Causes and Consequences of Globally Warm Climates in the Early Paleogene pages:275-290
International conference on Climate and Biota of the Early Paleogene location:Powell, Wyoming date:3-8 July 2001
A study on Danian to Selandian foraminifera (planktic/benthic ratios, benthic assemblages) in 23 sections on a N-S transect in eastern Egypt documents a transient biotic excursion associated with sea-level fluctuation at ∼60.5 Ma (Subbiochron P3a). In southern areas, the inner to middle neritic (30–70 m) Neoeponides duwi assemblage expanded into deeper parts of the shelf (∼70–250 m), temporarily replacing the Anomalinoides umboniferus and Angulogavelinella avnimelechi assemblages.

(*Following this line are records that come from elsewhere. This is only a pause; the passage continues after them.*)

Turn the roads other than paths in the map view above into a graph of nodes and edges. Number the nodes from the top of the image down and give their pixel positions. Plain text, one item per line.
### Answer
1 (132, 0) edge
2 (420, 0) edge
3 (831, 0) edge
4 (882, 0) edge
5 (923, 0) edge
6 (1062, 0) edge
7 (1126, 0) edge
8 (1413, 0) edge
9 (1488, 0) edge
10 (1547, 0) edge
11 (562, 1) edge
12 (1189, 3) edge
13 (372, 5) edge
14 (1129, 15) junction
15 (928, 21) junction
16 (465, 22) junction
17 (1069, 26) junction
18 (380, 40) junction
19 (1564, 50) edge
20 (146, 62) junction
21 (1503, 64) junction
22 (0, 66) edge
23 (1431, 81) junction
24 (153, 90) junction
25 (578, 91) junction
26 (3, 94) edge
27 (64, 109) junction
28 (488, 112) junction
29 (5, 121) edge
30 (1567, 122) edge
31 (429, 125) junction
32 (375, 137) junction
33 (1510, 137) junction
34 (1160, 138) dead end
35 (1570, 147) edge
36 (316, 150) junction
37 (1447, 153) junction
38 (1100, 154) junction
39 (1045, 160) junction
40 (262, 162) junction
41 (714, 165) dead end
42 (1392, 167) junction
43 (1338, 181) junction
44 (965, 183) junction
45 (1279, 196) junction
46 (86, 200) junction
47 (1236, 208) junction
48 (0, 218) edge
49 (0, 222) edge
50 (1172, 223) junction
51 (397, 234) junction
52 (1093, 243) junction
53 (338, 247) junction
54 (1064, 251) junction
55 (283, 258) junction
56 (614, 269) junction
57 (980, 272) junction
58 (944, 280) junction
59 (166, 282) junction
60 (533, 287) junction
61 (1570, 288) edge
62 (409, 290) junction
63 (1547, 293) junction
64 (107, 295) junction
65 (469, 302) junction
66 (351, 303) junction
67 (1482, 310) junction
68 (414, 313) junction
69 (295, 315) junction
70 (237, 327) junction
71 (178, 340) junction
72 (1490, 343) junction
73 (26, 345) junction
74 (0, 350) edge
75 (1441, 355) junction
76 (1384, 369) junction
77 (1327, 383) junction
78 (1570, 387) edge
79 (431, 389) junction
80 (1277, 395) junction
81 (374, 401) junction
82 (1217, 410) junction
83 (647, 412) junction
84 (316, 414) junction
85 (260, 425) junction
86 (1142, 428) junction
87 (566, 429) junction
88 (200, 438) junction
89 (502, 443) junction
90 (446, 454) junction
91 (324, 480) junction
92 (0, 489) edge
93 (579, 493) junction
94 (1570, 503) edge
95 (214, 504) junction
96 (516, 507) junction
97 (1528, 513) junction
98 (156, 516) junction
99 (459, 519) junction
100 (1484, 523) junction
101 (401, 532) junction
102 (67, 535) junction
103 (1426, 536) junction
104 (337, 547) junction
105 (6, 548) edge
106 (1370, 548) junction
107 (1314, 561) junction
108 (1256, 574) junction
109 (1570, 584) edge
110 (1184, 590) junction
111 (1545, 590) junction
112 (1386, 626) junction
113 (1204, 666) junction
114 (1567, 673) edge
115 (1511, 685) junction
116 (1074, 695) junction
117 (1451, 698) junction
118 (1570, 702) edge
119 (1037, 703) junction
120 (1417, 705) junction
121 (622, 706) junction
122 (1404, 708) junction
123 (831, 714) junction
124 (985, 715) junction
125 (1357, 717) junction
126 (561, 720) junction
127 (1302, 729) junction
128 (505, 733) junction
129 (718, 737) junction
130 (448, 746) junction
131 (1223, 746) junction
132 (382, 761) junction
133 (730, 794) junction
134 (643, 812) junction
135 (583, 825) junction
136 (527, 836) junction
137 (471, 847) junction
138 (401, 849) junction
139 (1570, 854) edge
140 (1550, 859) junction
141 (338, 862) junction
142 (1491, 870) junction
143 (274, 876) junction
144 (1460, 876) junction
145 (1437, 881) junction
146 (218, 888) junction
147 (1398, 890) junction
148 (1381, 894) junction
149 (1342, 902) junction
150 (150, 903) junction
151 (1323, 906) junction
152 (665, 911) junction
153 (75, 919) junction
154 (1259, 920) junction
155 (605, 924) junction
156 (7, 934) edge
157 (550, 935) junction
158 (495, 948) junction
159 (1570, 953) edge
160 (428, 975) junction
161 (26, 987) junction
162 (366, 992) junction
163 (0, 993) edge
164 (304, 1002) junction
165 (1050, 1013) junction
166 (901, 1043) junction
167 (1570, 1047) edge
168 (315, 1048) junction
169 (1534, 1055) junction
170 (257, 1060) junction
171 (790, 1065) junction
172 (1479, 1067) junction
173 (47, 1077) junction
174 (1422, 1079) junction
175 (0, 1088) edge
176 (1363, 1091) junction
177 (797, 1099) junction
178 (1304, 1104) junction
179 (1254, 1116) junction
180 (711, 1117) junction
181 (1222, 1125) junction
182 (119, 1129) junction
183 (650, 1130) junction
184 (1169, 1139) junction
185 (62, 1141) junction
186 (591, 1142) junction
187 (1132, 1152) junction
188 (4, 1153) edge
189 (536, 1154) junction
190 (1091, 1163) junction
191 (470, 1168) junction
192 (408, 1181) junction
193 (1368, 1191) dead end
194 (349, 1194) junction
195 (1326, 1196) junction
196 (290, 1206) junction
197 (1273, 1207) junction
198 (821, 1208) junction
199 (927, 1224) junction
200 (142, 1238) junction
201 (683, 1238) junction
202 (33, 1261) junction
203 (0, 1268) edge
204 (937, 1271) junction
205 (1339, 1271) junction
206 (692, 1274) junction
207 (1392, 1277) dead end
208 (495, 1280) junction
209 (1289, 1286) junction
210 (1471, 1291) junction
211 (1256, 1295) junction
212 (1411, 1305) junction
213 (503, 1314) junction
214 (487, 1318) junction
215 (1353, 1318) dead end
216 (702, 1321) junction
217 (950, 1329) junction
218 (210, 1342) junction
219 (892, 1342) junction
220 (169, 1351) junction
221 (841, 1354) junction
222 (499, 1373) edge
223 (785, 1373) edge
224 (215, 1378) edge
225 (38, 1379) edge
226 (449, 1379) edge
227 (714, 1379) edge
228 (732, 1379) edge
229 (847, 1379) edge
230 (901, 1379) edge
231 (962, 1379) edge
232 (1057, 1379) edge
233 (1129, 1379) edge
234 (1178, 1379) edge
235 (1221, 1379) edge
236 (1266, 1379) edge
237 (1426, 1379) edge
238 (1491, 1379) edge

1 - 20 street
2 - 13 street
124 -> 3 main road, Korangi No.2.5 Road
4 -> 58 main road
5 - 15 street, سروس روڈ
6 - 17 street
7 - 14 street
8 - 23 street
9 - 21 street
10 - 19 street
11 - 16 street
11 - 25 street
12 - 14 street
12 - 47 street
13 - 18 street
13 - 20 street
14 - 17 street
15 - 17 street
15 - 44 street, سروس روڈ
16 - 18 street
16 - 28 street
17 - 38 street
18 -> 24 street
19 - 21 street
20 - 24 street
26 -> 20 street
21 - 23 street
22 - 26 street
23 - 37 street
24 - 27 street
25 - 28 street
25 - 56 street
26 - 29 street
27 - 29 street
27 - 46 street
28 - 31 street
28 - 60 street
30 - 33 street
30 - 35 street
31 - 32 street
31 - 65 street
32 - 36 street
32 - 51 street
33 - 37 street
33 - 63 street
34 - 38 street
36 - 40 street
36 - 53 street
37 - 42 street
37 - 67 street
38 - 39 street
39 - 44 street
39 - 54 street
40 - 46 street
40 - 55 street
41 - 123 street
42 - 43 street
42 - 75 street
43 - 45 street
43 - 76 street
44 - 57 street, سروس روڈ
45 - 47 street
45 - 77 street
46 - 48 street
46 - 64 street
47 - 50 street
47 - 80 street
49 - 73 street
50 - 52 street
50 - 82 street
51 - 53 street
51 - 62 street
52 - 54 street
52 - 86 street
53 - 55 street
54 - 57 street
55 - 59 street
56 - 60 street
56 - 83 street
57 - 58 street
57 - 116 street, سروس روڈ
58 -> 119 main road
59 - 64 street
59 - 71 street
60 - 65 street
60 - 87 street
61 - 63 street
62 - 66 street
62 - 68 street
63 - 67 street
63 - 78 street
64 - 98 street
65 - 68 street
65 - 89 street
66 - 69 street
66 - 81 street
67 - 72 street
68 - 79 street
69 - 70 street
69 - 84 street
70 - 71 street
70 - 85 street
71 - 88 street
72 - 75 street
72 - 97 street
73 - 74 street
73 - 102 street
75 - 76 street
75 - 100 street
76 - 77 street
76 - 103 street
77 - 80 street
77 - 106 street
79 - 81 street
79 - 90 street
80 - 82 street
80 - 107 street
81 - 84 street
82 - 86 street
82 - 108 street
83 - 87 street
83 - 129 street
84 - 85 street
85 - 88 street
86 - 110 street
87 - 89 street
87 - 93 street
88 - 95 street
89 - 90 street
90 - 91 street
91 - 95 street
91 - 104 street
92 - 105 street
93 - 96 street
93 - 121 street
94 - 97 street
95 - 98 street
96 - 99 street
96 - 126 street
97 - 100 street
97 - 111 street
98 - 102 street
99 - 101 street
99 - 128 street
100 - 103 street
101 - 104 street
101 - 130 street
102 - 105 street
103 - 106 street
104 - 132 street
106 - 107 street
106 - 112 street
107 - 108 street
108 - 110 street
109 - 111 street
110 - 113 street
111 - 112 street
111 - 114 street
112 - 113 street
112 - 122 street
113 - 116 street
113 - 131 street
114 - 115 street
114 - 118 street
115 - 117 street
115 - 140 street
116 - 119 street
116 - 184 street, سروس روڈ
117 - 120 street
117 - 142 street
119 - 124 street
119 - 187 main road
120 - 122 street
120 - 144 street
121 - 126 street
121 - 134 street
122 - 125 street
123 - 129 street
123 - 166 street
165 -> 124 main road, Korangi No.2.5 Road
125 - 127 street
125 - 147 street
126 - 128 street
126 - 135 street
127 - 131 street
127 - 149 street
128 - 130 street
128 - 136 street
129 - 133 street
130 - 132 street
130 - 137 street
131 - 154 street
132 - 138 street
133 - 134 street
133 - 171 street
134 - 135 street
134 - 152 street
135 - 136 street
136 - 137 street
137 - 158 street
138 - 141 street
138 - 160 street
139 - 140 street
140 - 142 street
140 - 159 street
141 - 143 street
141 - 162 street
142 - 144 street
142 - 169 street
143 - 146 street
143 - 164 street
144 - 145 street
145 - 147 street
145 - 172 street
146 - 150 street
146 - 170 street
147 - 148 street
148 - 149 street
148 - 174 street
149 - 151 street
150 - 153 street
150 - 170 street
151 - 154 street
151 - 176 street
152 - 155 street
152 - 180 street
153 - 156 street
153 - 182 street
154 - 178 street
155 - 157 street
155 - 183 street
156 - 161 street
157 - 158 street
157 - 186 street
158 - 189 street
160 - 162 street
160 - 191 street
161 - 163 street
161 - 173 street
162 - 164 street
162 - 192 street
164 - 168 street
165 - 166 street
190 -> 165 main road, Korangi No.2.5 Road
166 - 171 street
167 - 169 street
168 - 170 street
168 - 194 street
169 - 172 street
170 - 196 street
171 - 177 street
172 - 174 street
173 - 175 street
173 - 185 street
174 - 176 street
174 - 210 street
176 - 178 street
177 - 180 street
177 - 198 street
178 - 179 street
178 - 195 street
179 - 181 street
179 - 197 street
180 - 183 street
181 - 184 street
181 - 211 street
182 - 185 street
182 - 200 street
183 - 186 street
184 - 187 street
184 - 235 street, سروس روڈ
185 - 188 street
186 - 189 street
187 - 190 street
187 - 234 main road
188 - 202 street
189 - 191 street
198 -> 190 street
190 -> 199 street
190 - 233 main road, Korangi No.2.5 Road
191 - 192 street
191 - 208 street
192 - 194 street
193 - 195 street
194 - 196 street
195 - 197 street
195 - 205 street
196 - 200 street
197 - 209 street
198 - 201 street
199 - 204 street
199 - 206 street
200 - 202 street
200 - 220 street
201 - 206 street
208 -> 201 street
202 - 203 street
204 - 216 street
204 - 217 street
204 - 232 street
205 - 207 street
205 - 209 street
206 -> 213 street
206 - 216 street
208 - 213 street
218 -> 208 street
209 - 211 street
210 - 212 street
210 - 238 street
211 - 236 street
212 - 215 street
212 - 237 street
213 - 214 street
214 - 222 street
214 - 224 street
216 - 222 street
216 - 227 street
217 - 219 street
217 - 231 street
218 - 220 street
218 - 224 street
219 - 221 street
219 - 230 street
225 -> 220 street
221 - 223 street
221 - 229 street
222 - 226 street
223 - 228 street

In the deeper parts of the basin (∼400–600 m) in the northern part of the transect, the Gavelinella beccariiformis assemblage appears to have been persistent throughout the studied time interval. Biofacial and sedimentologic data suggest a relative sea-level fluctuation, possibly with an amplitude of 50–100 m, which may correlate with a eustatic sea-level cycle during the Danian-Selandian transition. During early sea-level rise, total organic carbon–enriched, partially laminated sediments, containing abundant fish-remains and planktic foraminifera (>99.5% planktics), were deposited, reflecting oxygen deficiency at the seafloor. The patterns of biotic and sea-level change at the Danian-Selandian transition strongly resemble those across the Paleocene-Eocene Thermal Maximum in the same basin, suggesting similar operative processes. Considering the close coincidence with a recently postulated brief period of oceanic warming at 60.5 Ma, the question arises whether the observed patterns in Egypt could in part be related to a global warming event, similar to the Paleocene-Eocene Thermal Maximum.